Tesla Autopilot is under investigation by The National Highway Traffic Safety Administration after reporting nearly a dozen collisions with emergency vehicles and first responders.

Detailing 11 crashes resulting in 17 injuries and one death, the NHTSA’s report states that all of the accidents have been caused by Tesla’s autopilot function, or the vehicle’s similar Traffic Aware Cruise Control.

“Most incidents took place after dark and the crash scenes encountered included scene control measures such as first
responder vehicle lights, flares, an illuminated arrow board, and road cones,” the investigation report read.

This investigation into Tesla’s autopilot function marks the third time the company has been come under fire from the NHTSA within the last year. In January, a separate investigation was carried out following accidents from “sudden unintended acceleration,” including over 110 crashes and 52 injuries. A third investigation in March led to a recall of over 5,530 Tesla vehicles over poorly attached front seat belts not remaining secure, increasing the risk of injury.

As a result of the investigation, Tesla stock fell 5% the same morning that the probe was announced. Earlier last week, Elon Musk and Tesla were also not invited to participate in a White House event promoting electric cars.

According to Tesla, although the autopilot system is designed to operate controlled acceleration, slight turns, and navigation, drivers are warned of the danger of taking their hands off the wheel at any time. When the driver engages Autopilot, they are shown a visual reminder on the screen to, “keep your hands on the wheel.” As the NHTSA report suggests, “With the Advanced Driver Assistance System (ADAS) active, the driver still holds primary responsibility for Object and Event Detection and Response,” should an emergency or irregularity become too complex for the vehicle.

Despite referring to the function as “Autopilot and Full Self-Driving Capability,” Tesla’s website lists the dangers of using the technology, citing that, “it does not turn a Tesla into a self-driving car nor does it make a car autonomous.” Tesla writes that limitations to the Autopilot feature stem from factors such as poor visibility, bright lights, and interferences from other vehicles.

The investigation into Tesla Autopilot will “assess the technologies and methods used to monitor, assist, and enforce
the driver’s engagement with the dynamic driving task during Autopilot operation,” as well as confirm that Tesla’s Autopilot function was the primary cause to blame for the vehicle’s collisions with emergency responders.

Just a couple of days before the NHTSA announced their investigation, Tesla Tweeted an unconfirmed statistic that, “In 2020, a Tesla with Autopilot engaged experienced 0.2 accidents per million miles driven, while the US average was 9x higher.”

Critics have long described Tesla’s Autopilot function as unsafe, citing the risks of unpredictability on the road. In a review of Tesla’s Autopilot in Road & Track, the site called the function, “laughably bad and potentially dangerous.” Industry Week said in 2018 that the car was, “unsafe at every speed,” and Consumer Reports published a study that compared the Autopilot’s movements to that of a drunk driver.

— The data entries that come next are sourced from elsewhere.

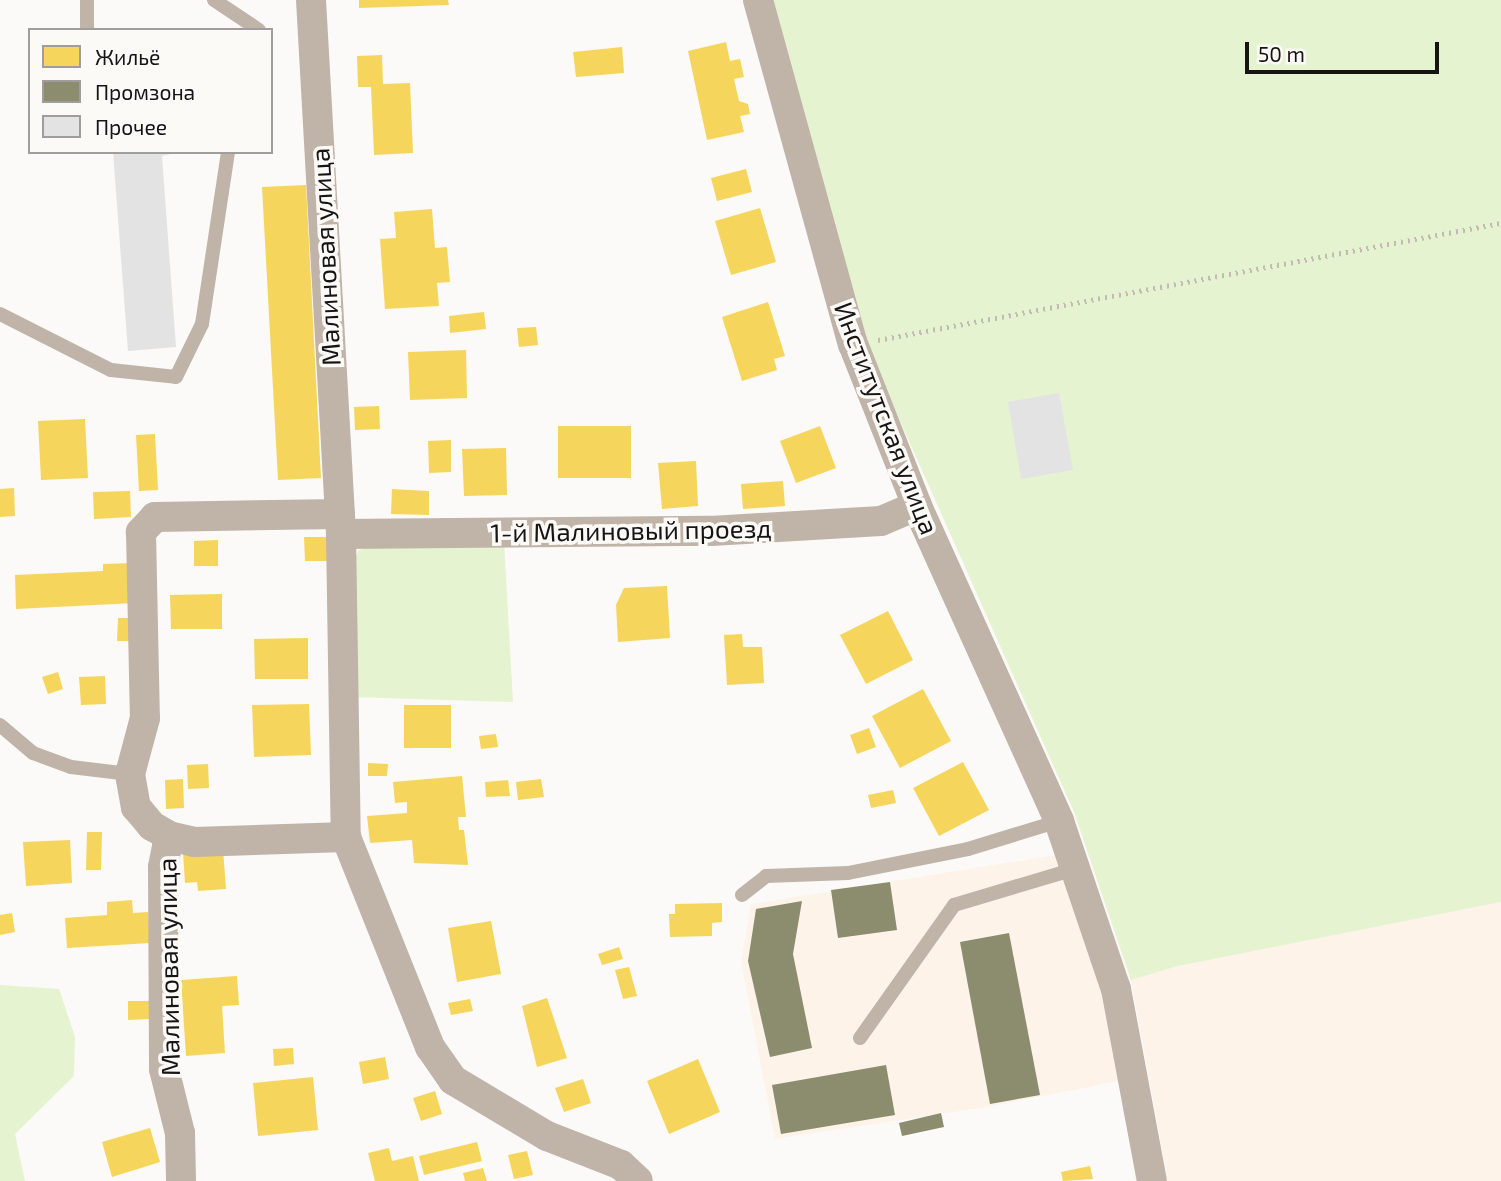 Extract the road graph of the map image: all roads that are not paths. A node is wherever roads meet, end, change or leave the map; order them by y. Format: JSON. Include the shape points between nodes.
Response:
{"nodes":[{"id":1,"x":86,"y":0,"type":"edge"},
{"id":2,"x":214,"y":0,"type":"edge"},
{"id":3,"x":311,"y":0,"type":"edge"},
{"id":4,"x":758,"y":0,"type":"edge"},
{"id":5,"x":87,"y":28,"type":"edge"},
{"id":6,"x":256,"y":28,"type":"edge"},
{"id":7,"x":228,"y":154,"type":"edge"},
{"id":8,"x":0,"y":314,"type":"edge"},
{"id":9,"x":917,"y":506,"type":"junction"},
{"id":10,"x":341,"y":524,"type":"junction"},
{"id":11,"x":0,"y":726,"type":"edge"},
{"id":12,"x":130,"y":774,"type":"junction"},
{"id":13,"x":1059,"y":821,"type":"junction"},
{"id":14,"x":169,"y":835,"type":"junction"},
{"id":15,"x":346,"y":838,"type":"junction"},
{"id":16,"x":1075,"y":869,"type":"junction"},
{"id":17,"x":742,"y":895,"type":"dead end"},
{"id":18,"x":860,"y":1038,"type":"dead end"},
{"id":19,"x":181,"y":1181,"type":"edge"},
{"id":20,"x":638,"y":1181,"type":"edge"},
{"id":21,"x":1152,"y":1181,"type":"edge"}],
"edges":[{"from":1,"to":5,"type":"lane"},
{"from":2,"to":6,"type":"lane"},
{"from":3,"to":10,"type":"street","name":"Малиновая улица"},
{"from":4,"to":9,"type":"street","name":"Институтская улица","via":[[853,344]]},
{"from":7,"to":8,"type":"lane","via":[[202,324],[176,377],[111,370]]},
{"from":9,"to":10,"type":"street","name":"1-й Малиновый проезд","via":[[881,521],[711,531]]},
{"from":9,"to":13,"type":"street","name":"Институтская улица"},
{"from":10,"to":12,"type":"street","name":"Малиновая улица","via":[[155,517],[141,532],[145,718]]},
{"from":10,"to":15,"type":"street","name":"Малиновая улица"},
{"from":11,"to":12,"type":"lane","via":[[46,758],[71,767]]},
{"from":12,"to":14,"type":"street","name":"Малиновая улица","via":[[136,807],[152,826]]},
{"from":13,"to":16,"type":"street","name":"Институтская улица"},
{"from":13,"to":17,"type":"lane","via":[[968,849],[861,870],[766,876]]},
{"from":14,"to":15,"type":"street","name":"Малиновая улица","via":[[194,842]]},
{"from":14,"to":19,"type":"street","name":"Малиновая улица","via":[[163,867],[164,1069],[180,1133]]},
{"from":15,"to":20,"type":"street","name":"Малиновая улица","via":[[430,1047],[453,1080],[547,1136],[621,1165]]},
{"from":16,"to":18,"type":"lane","via":[[954,905]]},
{"from":16,"to":21,"type":"street","name":"Институтская улица","via":[[1116,989]]}]}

Jake Fisher, senior director of auto testing for Consumer Reports, told USA Today earlier this April that, “there’s certainly nothing anywhere close to self-driving that is in production right now.” The comments came after an accident involving a Tesla vehicle in Houston which resulted in the death of two passengers.

Last year, the National Transportation Safety Board (NTSB) issued a letter to the NHTSA urging the agency to more strictly regulate self-driving cars. In the letter, NTSB chair Robert Sumwalt wrote that, “Tesla is testing on public roads a highly automated AV technology but with limited oversight or reporting requirements.”

Tesla has yet to comment on the recent investigation involving their self-driving cars.